Attack Surface Management
The continuous discovery, monitoring, and management of an organization external-facing digital assets and their vulnerabilities.
AI Alignment
The challenge of ensuring artificial intelligence systems behave in accordance with human values and intentions.
AI Safety
Research and practices focused on preventing AI systems from causing unintended harm, including alignment and robustness.
AI Data Extraction
Techniques for recovering training data from machine learning models through memorization exploitation and inference attacks.
AI Watermarking
Techniques for embedding detectable signals in AI-generated content to identify its synthetic origin.
AI Incident Response
Procedures for handling security incidents involving AI systems including model compromise, data poisoning, and adversarial attacks.
AI Penetration Testing
Security assessment of AI and machine learning systems for vulnerabilities including adversarial robustness and data extraction.
API Endpoint Discovery
The process of identifying undocumented or hidden API endpoints that may lack proper security controls.
API Versioning Security
Security risks arising from maintaining multiple API versions, where older versions may contain unpatched vulnerabilities.
Assumed Breach Assessment
A security engagement starting from simulated internal access to test detection, response, and containment capabilities.
Adversary Emulation Plan
A detailed plan for simulating specific threat actor techniques during red team engagements, based on threat intelligence.
Atomic Red Team
A library of simple, focused tests mapped to the MITRE ATT&CK framework for validating security detection capabilities.
Attack Path Analysis
The identification and visualization of potential routes an attacker could take from initial access to critical assets.
Alert Correlation
The process of analyzing multiple security alerts to identify related events that together indicate a larger attack pattern.
Access Control Policy
A policy defining how access to systems and data is granted, managed, reviewed, and revoked within an organization.
AI-Powered Deception
Using artificial intelligence to create more convincing social engineering attacks, including personalized phishing and voice impersonation.
AI Explainability
The ability to understand and explain how AI systems reach their decisions, critical for identifying bias and detecting adversarial manipulation.
Attribute-Based Access
An access control model where authorization decisions are based on attributes of users, resources, and environmental conditions.
Attack Tree Analysis
A systematic method for describing and analyzing the security of systems using a tree structure showing how a target can be attacked.
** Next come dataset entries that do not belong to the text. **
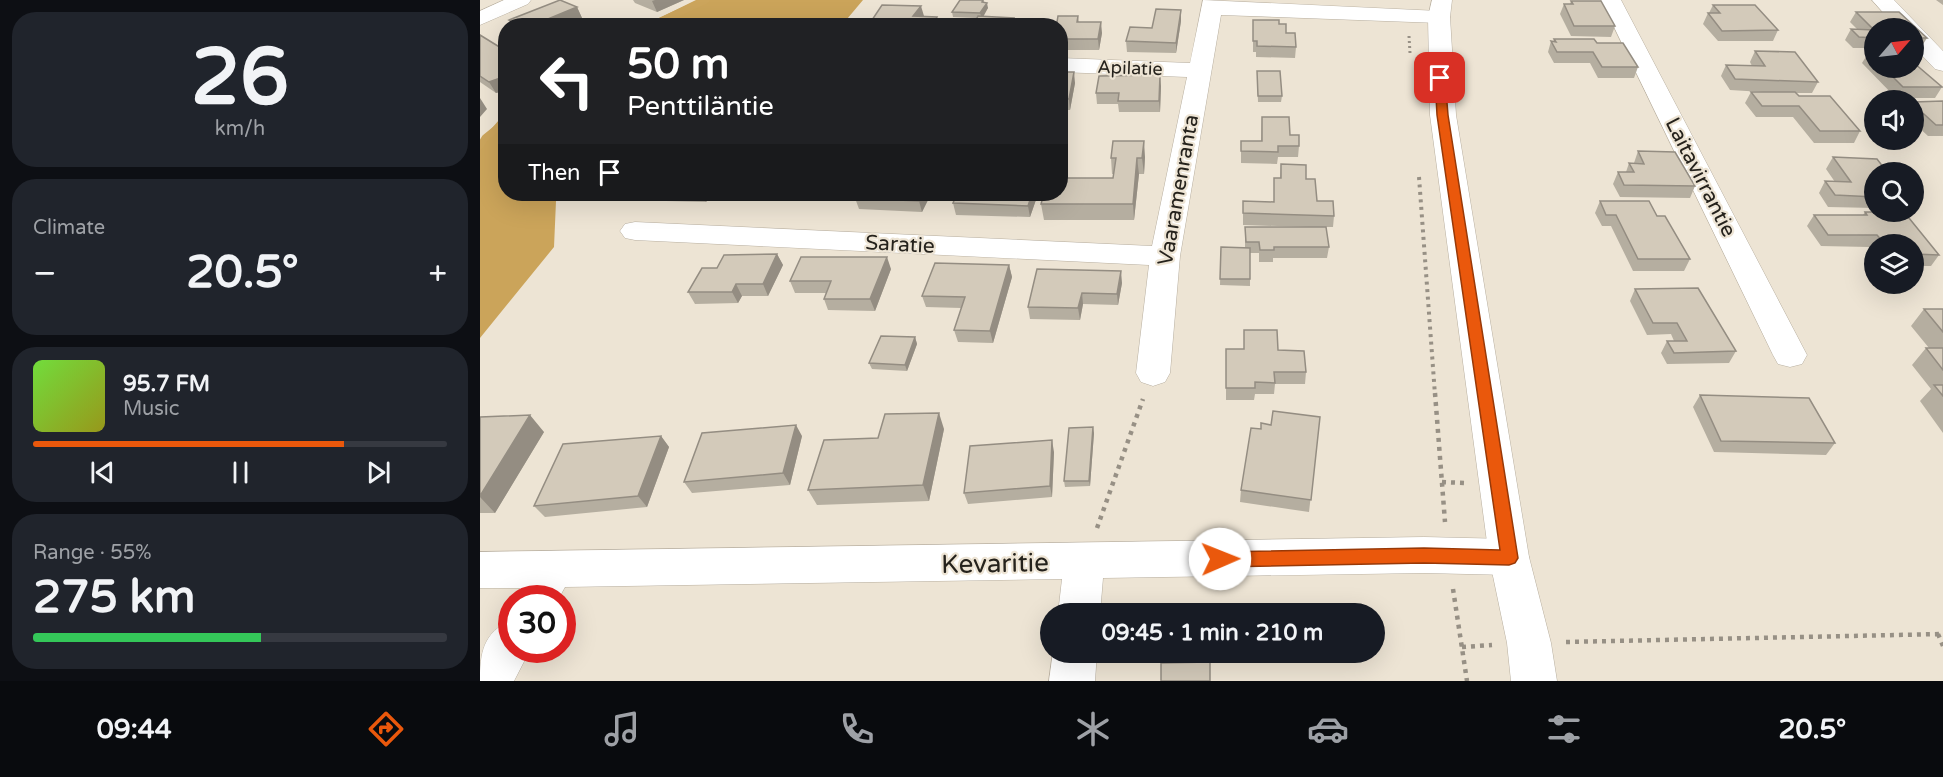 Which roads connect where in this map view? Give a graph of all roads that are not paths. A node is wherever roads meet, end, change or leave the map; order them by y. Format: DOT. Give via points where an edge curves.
graph roads {
  1 [pos="520,0"];
  2 [pos="1611,0"];
  3 [pos="1882,0"];
  4 [pos="1213,4"];
  5 [pos="1429,10"];
  6 [pos="1899,18"];
  7 [pos="480,19"];
  8 [pos="1924,44"];
  9 [pos="1943,64"];
  10 [pos="1068,65"];
  11 [pos="1200,70"];
  12 [pos="635,231"];
  13 [pos="1165,256"];
  14 [pos="1791,355"];
  15 [pos="1153,373"];
  16 [pos="1509,558"];
  17 [pos="1084,562"];
  18 [pos="480,570"];
  19 [pos="544,584"];
  20 [pos="1080,603"];
  21 [pos="499,663"];
  22 [pos="1074,663"];
  23 [pos="489,681"];
  24 [pos="1072,681"];
  25 [pos="1534,681"];
  1 -- 7 [label="street"];
  2 -- 14 [label="street, Laitavirrantie"];
  3 -- 6 [label="street"];
  4 -- 5 [label="street, Vaaramenranta"];
  4 -- 11 [label="street, Vaaramenranta"];
  5 -- 16 [label="street"];
  8 -- 9 [label="street"];
  10 -- 11 [label="street, Apilatie"];
  11 -- 13 [label="street, Vaaramenranta"];
  12 -- 13 [label="street, Saratie"];
  13 -- 15 [label="street, Vaaramenranta"];
  16 -- 17 [label="street, Kevaritie"];
  16 -- 25 [label="street"];
  17 -- 19 [label="street, Kevaritie"];
  17 -- 20 [label="street"];
  18 -- 19 [label="street, Kevaritie"];
  21 -- 23 [label="street"];
  22 -- 24 [label="street"];
}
Automated Penetration Testing
Tools that automate discovery, enumeration, and exploitation phases of penetration testing for consistent and repeatable results.
API Key Leakage
The accidental exposure of API keys in source code repositories, client-side code, or public documentation.
Attack Campaign
A coordinated series of related cyberattacks conducted by a threat actor against specific targets over a defined period.
Anti-Analysis Technique
Malware capabilities that detect and evade analysis environments including debugger detection, VM detection, and timing checks.
Audit Trail
A chronological record of system activities that provides documentary evidence of the sequence of events for regulatory review.
AI-Powered Threat Detection
Using machine learning algorithms to identify security threats by analyzing patterns in network traffic, user behavior, and system logs.
Autonomous Security
AI-driven security systems that can independently detect, analyze, and respond to threats without human intervention.
AI Model Poisoning
Deliberately corrupting AI model training data or processes to introduce vulnerabilities or biases that can be exploited later.
Access Certification
A periodic review process where managers verify that users access rights are still appropriate for their current roles.
Attack Emulation Plan
A detailed blueprint for simulating specific threat actor campaigns during red team engagements.
AI Content Detection
Technologies that identify whether text, images, or media were generated by artificial intelligence systems.